***** Record extracts *****

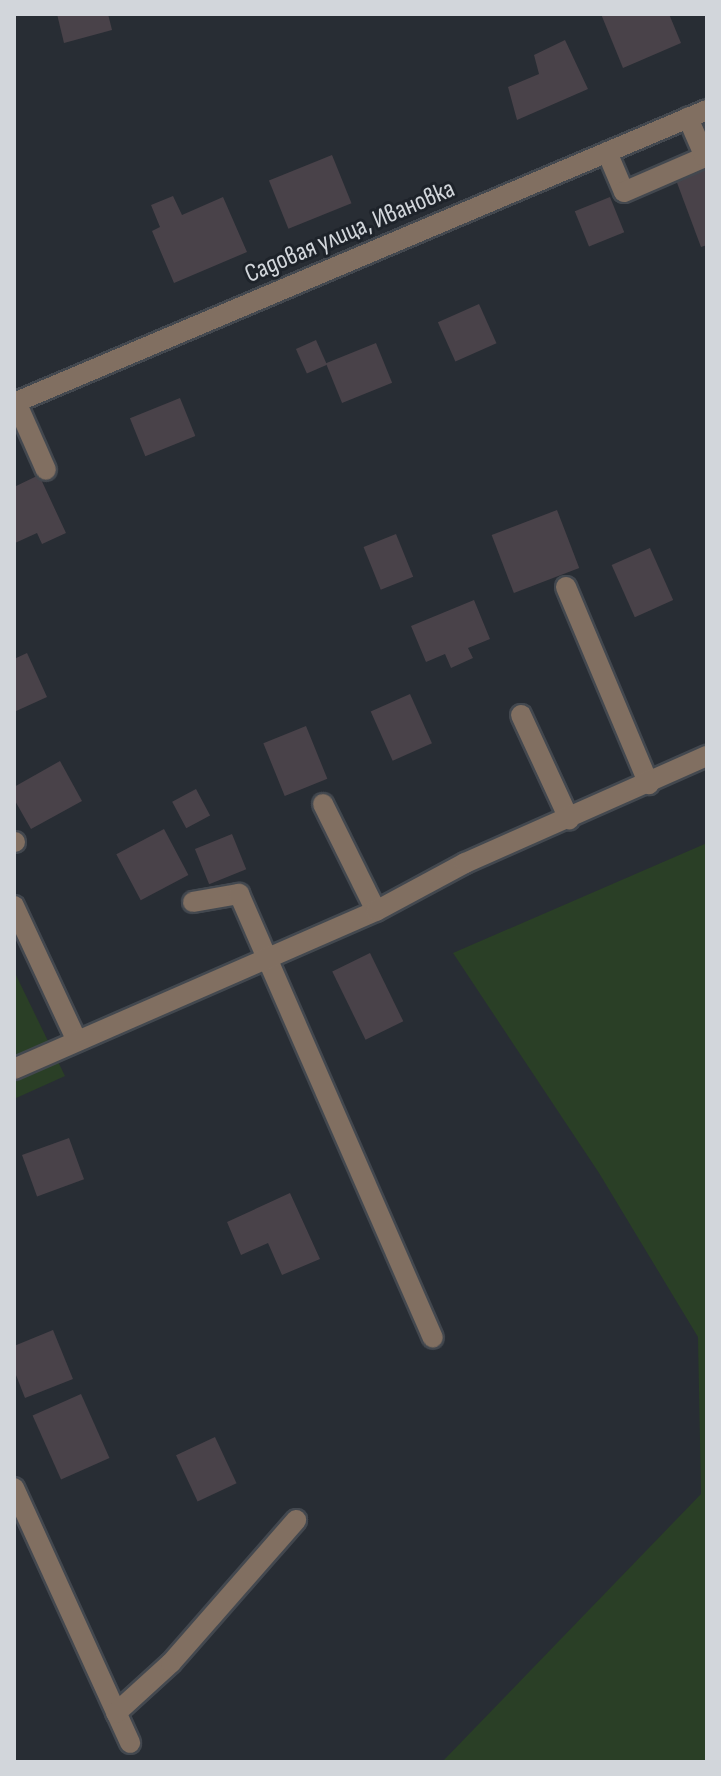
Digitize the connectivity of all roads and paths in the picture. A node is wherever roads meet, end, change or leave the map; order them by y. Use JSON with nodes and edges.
{"nodes":[{"id":1,"x":698,"y":114,"type":"edge"},
{"id":2,"x":607,"y":152,"type":"junction"},
{"id":3,"x":15,"y":403,"type":"edge"},
{"id":4,"x":46,"y":470,"type":"dead end"},
{"id":5,"x":566,"y":587,"type":"dead end"},
{"id":6,"x":521,"y":715,"type":"dead end"},
{"id":7,"x":707,"y":756,"type":"edge"},
{"id":8,"x":649,"y":784,"type":"junction"},
{"id":9,"x":323,"y":804,"type":"dead end"},
{"id":10,"x":569,"y":819,"type":"junction"},
{"id":11,"x":193,"y":902,"type":"dead end"},
{"id":12,"x":14,"y":906,"type":"edge"},
{"id":13,"x":376,"y":911,"type":"junction"},
{"id":14,"x":265,"y":959,"type":"junction"},
{"id":15,"x":77,"y":1041,"type":"junction"},
{"id":16,"x":14,"y":1069,"type":"edge"},
{"id":17,"x":433,"y":1337,"type":"dead end"},
{"id":18,"x":14,"y":1488,"type":"edge"},
{"id":19,"x":296,"y":1520,"type":"dead end"},
{"id":20,"x":116,"y":1713,"type":"junction"},
{"id":21,"x":130,"y":1743,"type":"dead end"}],
"edges":[{"from":1,"to":2,"type":"street","name":"Садовая улица, Ивановка"},
{"from":1,"to":2,"type":"street"},
{"from":2,"to":3,"type":"street","name":"Садовая улица, Ивановка"},
{"from":3,"to":4,"type":"street"},
{"from":5,"to":8,"type":"street"},
{"from":6,"to":10,"type":"street"},
{"from":7,"to":8,"type":"street"},
{"from":8,"to":10,"type":"street"},
{"from":9,"to":13,"type":"street"},
{"from":10,"to":13,"type":"street"},
{"from":11,"to":14,"type":"street"},
{"from":12,"to":15,"type":"street"},
{"from":13,"to":14,"type":"street"},
{"from":14,"to":15,"type":"street"},
{"from":14,"to":17,"type":"street"},
{"from":15,"to":16,"type":"street"},
{"from":18,"to":20,"type":"street"},
{"from":19,"to":20,"type":"street"},
{"from":20,"to":21,"type":"street"}]}
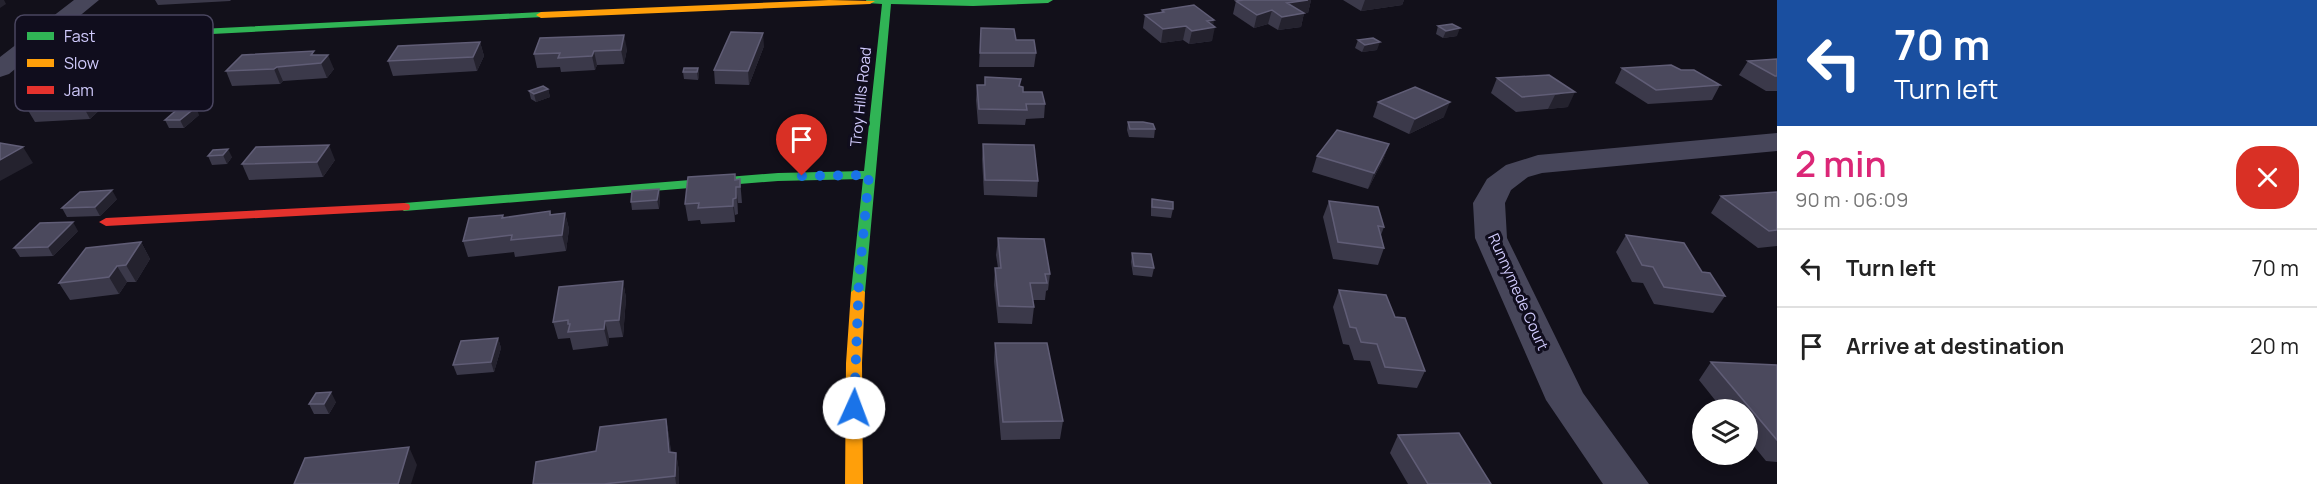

*****

Exercise aim:
Output the records above exactly, leaving out pictures.

Solution for this task:
Digitize the connectivity of all roads and paths in the picture. A node is wherever roads meet, end, change or leave the map; order them by y. Use JSON with nodes and edges.
{"nodes":[{"id":1,"x":698,"y":114,"type":"edge"},
{"id":2,"x":607,"y":152,"type":"junction"},
{"id":3,"x":15,"y":403,"type":"edge"},
{"id":4,"x":46,"y":470,"type":"dead end"},
{"id":5,"x":566,"y":587,"type":"dead end"},
{"id":6,"x":521,"y":715,"type":"dead end"},
{"id":7,"x":707,"y":756,"type":"edge"},
{"id":8,"x":649,"y":784,"type":"junction"},
{"id":9,"x":323,"y":804,"type":"dead end"},
{"id":10,"x":569,"y":819,"type":"junction"},
{"id":11,"x":193,"y":902,"type":"dead end"},
{"id":12,"x":14,"y":906,"type":"edge"},
{"id":13,"x":376,"y":911,"type":"junction"},
{"id":14,"x":265,"y":959,"type":"junction"},
{"id":15,"x":77,"y":1041,"type":"junction"},
{"id":16,"x":14,"y":1069,"type":"edge"},
{"id":17,"x":433,"y":1337,"type":"dead end"},
{"id":18,"x":14,"y":1488,"type":"edge"},
{"id":19,"x":296,"y":1520,"type":"dead end"},
{"id":20,"x":116,"y":1713,"type":"junction"},
{"id":21,"x":130,"y":1743,"type":"dead end"}],
"edges":[{"from":1,"to":2,"type":"street","name":"Садовая улица, Ивановка"},
{"from":1,"to":2,"type":"street"},
{"from":2,"to":3,"type":"street","name":"Садовая улица, Ивановка"},
{"from":3,"to":4,"type":"street"},
{"from":5,"to":8,"type":"street"},
{"from":6,"to":10,"type":"street"},
{"from":7,"to":8,"type":"street"},
{"from":8,"to":10,"type":"street"},
{"from":9,"to":13,"type":"street"},
{"from":10,"to":13,"type":"street"},
{"from":11,"to":14,"type":"street"},
{"from":12,"to":15,"type":"street"},
{"from":13,"to":14,"type":"street"},
{"from":14,"to":15,"type":"street"},
{"from":14,"to":17,"type":"street"},
{"from":15,"to":16,"type":"street"},
{"from":18,"to":20,"type":"street"},
{"from":19,"to":20,"type":"street"},
{"from":20,"to":21,"type":"street"}]}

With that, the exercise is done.